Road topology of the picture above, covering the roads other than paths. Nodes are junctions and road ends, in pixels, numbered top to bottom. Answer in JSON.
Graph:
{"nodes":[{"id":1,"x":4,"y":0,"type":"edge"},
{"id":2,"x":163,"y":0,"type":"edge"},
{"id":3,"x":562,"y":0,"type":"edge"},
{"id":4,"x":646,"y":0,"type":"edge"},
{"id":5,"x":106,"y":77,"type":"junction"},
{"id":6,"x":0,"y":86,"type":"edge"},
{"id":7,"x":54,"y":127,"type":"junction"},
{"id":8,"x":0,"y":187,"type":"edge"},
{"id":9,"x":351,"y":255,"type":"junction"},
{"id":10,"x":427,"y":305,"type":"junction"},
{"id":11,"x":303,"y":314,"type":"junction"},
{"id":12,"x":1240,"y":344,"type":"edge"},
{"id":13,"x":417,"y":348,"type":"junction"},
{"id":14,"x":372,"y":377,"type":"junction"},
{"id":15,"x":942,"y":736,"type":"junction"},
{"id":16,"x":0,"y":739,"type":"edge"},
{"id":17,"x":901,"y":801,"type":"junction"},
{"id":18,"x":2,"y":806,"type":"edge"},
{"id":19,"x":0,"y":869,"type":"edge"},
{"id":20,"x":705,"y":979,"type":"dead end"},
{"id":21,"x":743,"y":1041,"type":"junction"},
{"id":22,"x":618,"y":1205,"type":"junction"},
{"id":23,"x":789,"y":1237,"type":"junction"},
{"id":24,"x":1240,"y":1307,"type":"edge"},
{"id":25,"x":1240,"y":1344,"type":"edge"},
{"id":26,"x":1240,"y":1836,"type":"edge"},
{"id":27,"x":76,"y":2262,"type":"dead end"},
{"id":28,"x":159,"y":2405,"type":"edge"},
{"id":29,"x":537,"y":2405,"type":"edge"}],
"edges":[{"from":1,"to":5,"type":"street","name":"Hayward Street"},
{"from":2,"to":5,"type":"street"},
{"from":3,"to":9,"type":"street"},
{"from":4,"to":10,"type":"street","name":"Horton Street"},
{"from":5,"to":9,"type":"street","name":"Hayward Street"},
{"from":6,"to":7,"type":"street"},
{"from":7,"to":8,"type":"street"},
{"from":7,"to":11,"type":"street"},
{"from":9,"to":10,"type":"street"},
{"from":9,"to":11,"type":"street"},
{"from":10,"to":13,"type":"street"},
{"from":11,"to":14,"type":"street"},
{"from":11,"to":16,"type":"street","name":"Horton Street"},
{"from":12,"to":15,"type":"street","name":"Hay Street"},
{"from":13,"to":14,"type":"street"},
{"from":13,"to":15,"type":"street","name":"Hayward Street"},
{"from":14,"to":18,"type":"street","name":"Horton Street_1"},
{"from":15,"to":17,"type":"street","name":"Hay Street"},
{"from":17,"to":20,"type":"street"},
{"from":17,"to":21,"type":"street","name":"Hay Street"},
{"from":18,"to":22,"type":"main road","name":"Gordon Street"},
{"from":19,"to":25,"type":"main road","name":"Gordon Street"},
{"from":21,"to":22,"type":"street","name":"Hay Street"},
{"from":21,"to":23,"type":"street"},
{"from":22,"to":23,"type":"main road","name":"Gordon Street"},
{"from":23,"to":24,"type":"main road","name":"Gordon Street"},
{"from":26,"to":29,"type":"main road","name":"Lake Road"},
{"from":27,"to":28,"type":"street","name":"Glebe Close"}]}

--*--

# Requirement
The data must be output in full, exactly as given.

# Expected answer
Road topology of the picture above, covering the roads other than paths. Nodes are junctions and road ends, in pixels, numbered top to bottom. Answer in JSON.
Graph:
{"nodes":[{"id":1,"x":4,"y":0,"type":"edge"},
{"id":2,"x":163,"y":0,"type":"edge"},
{"id":3,"x":562,"y":0,"type":"edge"},
{"id":4,"x":646,"y":0,"type":"edge"},
{"id":5,"x":106,"y":77,"type":"junction"},
{"id":6,"x":0,"y":86,"type":"edge"},
{"id":7,"x":54,"y":127,"type":"junction"},
{"id":8,"x":0,"y":187,"type":"edge"},
{"id":9,"x":351,"y":255,"type":"junction"},
{"id":10,"x":427,"y":305,"type":"junction"},
{"id":11,"x":303,"y":314,"type":"junction"},
{"id":12,"x":1240,"y":344,"type":"edge"},
{"id":13,"x":417,"y":348,"type":"junction"},
{"id":14,"x":372,"y":377,"type":"junction"},
{"id":15,"x":942,"y":736,"type":"junction"},
{"id":16,"x":0,"y":739,"type":"edge"},
{"id":17,"x":901,"y":801,"type":"junction"},
{"id":18,"x":2,"y":806,"type":"edge"},
{"id":19,"x":0,"y":869,"type":"edge"},
{"id":20,"x":705,"y":979,"type":"dead end"},
{"id":21,"x":743,"y":1041,"type":"junction"},
{"id":22,"x":618,"y":1205,"type":"junction"},
{"id":23,"x":789,"y":1237,"type":"junction"},
{"id":24,"x":1240,"y":1307,"type":"edge"},
{"id":25,"x":1240,"y":1344,"type":"edge"},
{"id":26,"x":1240,"y":1836,"type":"edge"},
{"id":27,"x":76,"y":2262,"type":"dead end"},
{"id":28,"x":159,"y":2405,"type":"edge"},
{"id":29,"x":537,"y":2405,"type":"edge"}],
"edges":[{"from":1,"to":5,"type":"street","name":"Hayward Street"},
{"from":2,"to":5,"type":"street"},
{"from":3,"to":9,"type":"street"},
{"from":4,"to":10,"type":"street","name":"Horton Street"},
{"from":5,"to":9,"type":"street","name":"Hayward Street"},
{"from":6,"to":7,"type":"street"},
{"from":7,"to":8,"type":"street"},
{"from":7,"to":11,"type":"street"},
{"from":9,"to":10,"type":"street"},
{"from":9,"to":11,"type":"street"},
{"from":10,"to":13,"type":"street"},
{"from":11,"to":14,"type":"street"},
{"from":11,"to":16,"type":"street","name":"Horton Street"},
{"from":12,"to":15,"type":"street","name":"Hay Street"},
{"from":13,"to":14,"type":"street"},
{"from":13,"to":15,"type":"street","name":"Hayward Street"},
{"from":14,"to":18,"type":"street","name":"Horton Street_1"},
{"from":15,"to":17,"type":"street","name":"Hay Street"},
{"from":17,"to":20,"type":"street"},
{"from":17,"to":21,"type":"street","name":"Hay Street"},
{"from":18,"to":22,"type":"main road","name":"Gordon Street"},
{"from":19,"to":25,"type":"main road","name":"Gordon Street"},
{"from":21,"to":22,"type":"street","name":"Hay Street"},
{"from":21,"to":23,"type":"street"},
{"from":22,"to":23,"type":"main road","name":"Gordon Street"},
{"from":23,"to":24,"type":"main road","name":"Gordon Street"},
{"from":26,"to":29,"type":"main road","name":"Lake Road"},
{"from":27,"to":28,"type":"street","name":"Glebe Close"}]}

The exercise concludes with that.